Figure 6 –Sensory Component of Radial to Superior Lateral Cutaneous Branch End-to-side Nerve Transfer. Figure 6 – (A) To provide rudimentary sensation to the superior lateral aspect of the arm, the recipient superior lateral cutaneous branch of the axillary nerve is transferred end-to-side (ETS) to the sensory component of the radial nerve through an epineural window. (B) The superior lateral cutaneous branch (red) is ETS transferred to the sensory component (green) of the radial nerve. (C) The sensory component is found on the lateral aspect of the radial nerve and lateral to the finger and wrist extensor components.

Figure 7 – Medial Triceps Branch to Axillary Nerve Transfer and the Sensory Component of Radial to Superior Lateral Cutaneous End-to-side Nerve Transfer. The medial triceps branch is transferred to the axillary nerve by an end-to-end coaptation. The superior lateral cutaneous branch of the axillary nerve is end-to-side transferred to the sensory component of the radial nerve.

Pectoral Fascicle to Spinal Accessory Nerve Transfer

Title: Pectoral Fascicle to Spinal Accessory Nerve Transfer

Published: 12/16/2011, Updated: 12/16/2011.

Author(s): Lawrence Zieske BA, Andrew Yee BS, Susan E. Mackinnon MD.
Division of Plastic and Reconstructive Surgery, Washington University School of Medicine, St. Louis, MO.

Figure 1 – Orientation for pectoral fascicle of middle trunk to spinal accessory nerve transfer. The supraclavicular incision is marked from the lateral border of the sternocleidomastoid to the trapezius muscle. The lateral border of the sternocleidomastoid is marked.

Figure 2 – Dividing the anterior free border of the trapezius for identification of the spinal accessory nerve. The free edge of the trapezius muscle is identified deep to the platysma muscle. Through the platysma muscle, the supraclavicular nerves are identified and protected. This free edge is divided to reflect a short portion of the trapezius to expose the spinal accessory nerve which is immediately adjacent to the trapezius muscle.

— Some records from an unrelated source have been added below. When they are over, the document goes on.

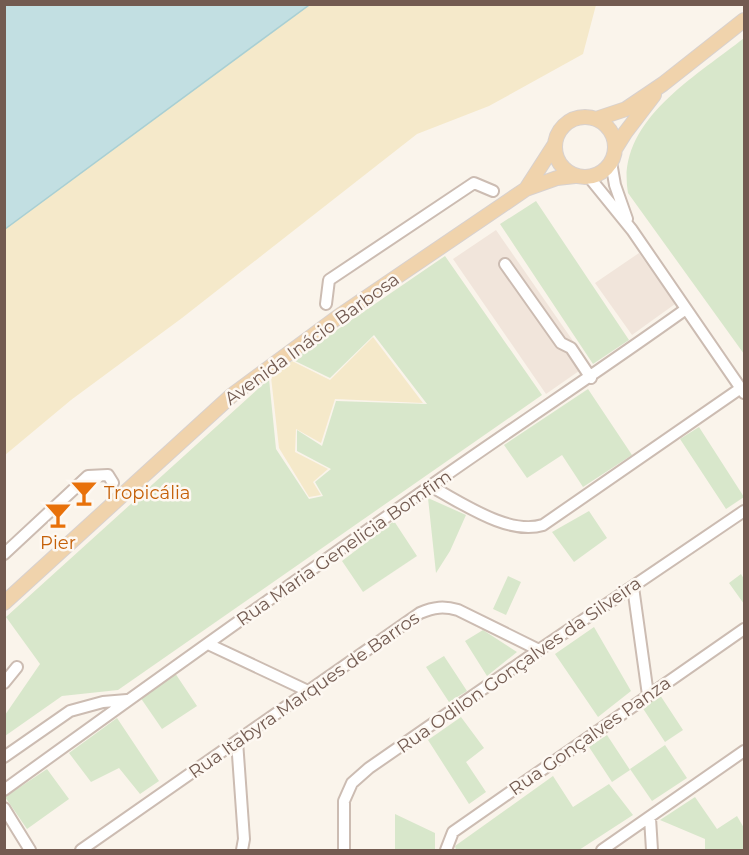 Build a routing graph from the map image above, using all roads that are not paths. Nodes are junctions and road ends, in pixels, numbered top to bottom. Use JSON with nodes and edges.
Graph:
{"nodes":[{"id":1,"x":744,"y":20,"type":"edge"},
{"id":2,"x":663,"y":84,"type":"junction"},
{"id":3,"x":596,"y":120,"type":"junction"},
{"id":4,"x":555,"y":144,"type":"junction"},
{"id":5,"x":613,"y":156,"type":"junction"},
{"id":6,"x":575,"y":176,"type":"junction"},
{"id":7,"x":589,"y":177,"type":"junction"},
{"id":8,"x":526,"y":189,"type":"junction"},
{"id":9,"x":493,"y":192,"type":"dead end"},
{"id":10,"x":632,"y":230,"type":"junction"},
{"id":11,"x":505,"y":264,"type":"dead end"},
{"id":12,"x":326,"y":304,"type":"dead end"},
{"id":13,"x":686,"y":309,"type":"junction"},
{"id":14,"x":591,"y":378,"type":"junction"},
{"id":15,"x":743,"y":391,"type":"edge"},
{"id":16,"x":113,"y":483,"type":"dead end"},
{"id":17,"x":430,"y":486,"type":"junction"},
{"id":18,"x":744,"y":511,"type":"edge"},
{"id":19,"x":4,"y":554,"type":"edge"},
{"id":20,"x":633,"y":586,"type":"junction"},
{"id":21,"x":4,"y":603,"type":"edge"},
{"id":22,"x":744,"y":629,"type":"edge"},
{"id":23,"x":208,"y":644,"type":"junction"},
{"id":24,"x":539,"y":650,"type":"junction"},
{"id":25,"x":17,"y":667,"type":"dead end"},
{"id":26,"x":4,"y":683,"type":"edge"},
{"id":27,"x":308,"y":692,"type":"junction"},
{"id":28,"x":648,"y":695,"type":"junction"},
{"id":29,"x":128,"y":700,"type":"junction"},
{"id":30,"x":237,"y":741,"type":"junction"},
{"id":31,"x":744,"y":751,"type":"edge"},
{"id":32,"x":4,"y":757,"type":"edge"},
{"id":33,"x":4,"y":790,"type":"edge"},
{"id":34,"x":4,"y":808,"type":"edge"},
{"id":35,"x":650,"y":818,"type":"junction"},
{"id":36,"x":30,"y":850,"type":"edge"},
{"id":37,"x":81,"y":850,"type":"edge"},
{"id":38,"x":242,"y":850,"type":"edge"},
{"id":39,"x":345,"y":850,"type":"edge"},
{"id":40,"x":446,"y":850,"type":"edge"},
{"id":41,"x":602,"y":850,"type":"edge"},
{"id":42,"x":652,"y":850,"type":"edge"}],
"edges":[{"from":1,"to":2,"type":"main road"},
{"from":2,"to":3,"type":"main road"},
{"from":2,"to":5,"type":"main road"},
{"from":3,"to":4,"type":"main road"},
{"from":3,"to":5,"type":"main road"},
{"from":4,"to":6,"type":"main road"},
{"from":4,"to":8,"type":"main road","name":"Avenida Inácio Barbosa"},
{"from":5,"to":7,"type":"main road"},
{"from":5,"to":10,"type":"street"},
{"from":6,"to":7,"type":"main road"},
{"from":6,"to":8,"type":"main road","name":"Avenida Inácio Barbosa"},
{"from":7,"to":10,"type":"street"},
{"from":8,"to":21,"type":"main road","name":"Avenida Inácio Barbosa"},
{"from":9,"to":12,"type":"street"},
{"from":10,"to":13,"type":"street"},
{"from":11,"to":14,"type":"street"},
{"from":13,"to":14,"type":"street","name":"Rua Maria Genelicia Bomfim"},
{"from":13,"to":15,"type":"street"},
{"from":14,"to":17,"type":"street","name":"Rua Maria Genelicia Bomfim"},
{"from":15,"to":17,"type":"street"},
{"from":16,"to":19,"type":"street"},
{"from":17,"to":23,"type":"street","name":"Rua Maria Genelicia Bomfim"},
{"from":18,"to":20,"type":"street","name":"Rua Odilon Gonçalves da Silveira"},
{"from":20,"to":24,"type":"street","name":"Rua Odilon Gonçalves da Silveira"},
{"from":20,"to":28,"type":"street"},
{"from":22,"to":28,"type":"street","name":"Rua Gonçalves Panza"},
{"from":23,"to":27,"type":"street"},
{"from":23,"to":29,"type":"street","name":"Rua Maria Genelicia Bomfim"},
{"from":24,"to":27,"type":"street","name":"Rua Itabyra Marques de Barros"},
{"from":24,"to":39,"type":"street","name":"Rua Odilon Gonçalves da Silveira"},
{"from":25,"to":26,"type":"street"},
{"from":27,"to":30,"type":"street","name":"Rua Itabyra Marques de Barros"},
{"from":28,"to":40,"type":"street","name":"Rua Gonçalves Panza"},
{"from":29,"to":32,"type":"street"},
{"from":29,"to":33,"type":"street","name":"Rua Maria Genelicia Bomfim"},
{"from":30,"to":37,"type":"street","name":"Rua Itabyra Marques de Barros"},
{"from":30,"to":38,"type":"street"},
{"from":31,"to":35,"type":"street"},
{"from":34,"to":36,"type":"street"},
{"from":35,"to":41,"type":"street"},
{"from":35,"to":42,"type":"street"}]}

Figure 3 – Identifying the spinal accessory nerve. The spinal accessory nerve is intimate to the undersurface of the trapezius muscle. The released edge of the trapezius muscle is reflected posteriorly to facilitate easier identification of the accessory nerve.

Figure 4 – Identifying the middle trunk of the brachial plexus. In this exposure, the brachial plexus is located deep to the divided omohyoid muscle. The brachial plexus is located lateral to the anterior scalene muscle. The suprascapular nerve is identified as it branches from the upper trunk. Deep to the upper trunk, the middle trunk is identified. During this exposure, the long thoracic nerve is identified lateral to the middle scalene and protected.

Figure 5 – Identifying the donor pectoral fascicles of the middle trunk. (A) The pectoral fascicular group is identified on the anterior surface of the middle trunk and innervates the pectoralis major through the lateral pectoral nerve. Two pectoral fascicles are commonly found. Note the upper trunk is retracted medially. (B) The micro forceps delineate the pectoral fascicle on the anterior surface of the middle trunk.

Figure 6 – Selecting the donor fascicle from the pectoral fascicular group. Two fascicles to the pectoralis major are identified on the anterior surface of the middle trunk. These fascicles are confirmed with stimulation, and the fascicle that elicits a stronger response is selected for the donor nerve for transfer. A length of two centimeters will be dissected for the nerve transfer.

Figure 7 – Neurolyzing the donor pectoral fascicle to transfer to the recipient spinal accessory nerve. A length of at least two centimeters of the donor fascicle is dissected distally. Posterior/medial to the pectoral fascicles is the fascicle to the triceps brachii, which can be confirmed by electrical stimulation.

Figure 8 – Pectoral fascicle of middle trunk to the spinal accessory nerve transfer. The nerves in this transfer are neurolyzed to sufficient length so as to avoid any tension by dividing the donor pectoral fascicle distally and the recipient spinal accessory nerve proximally.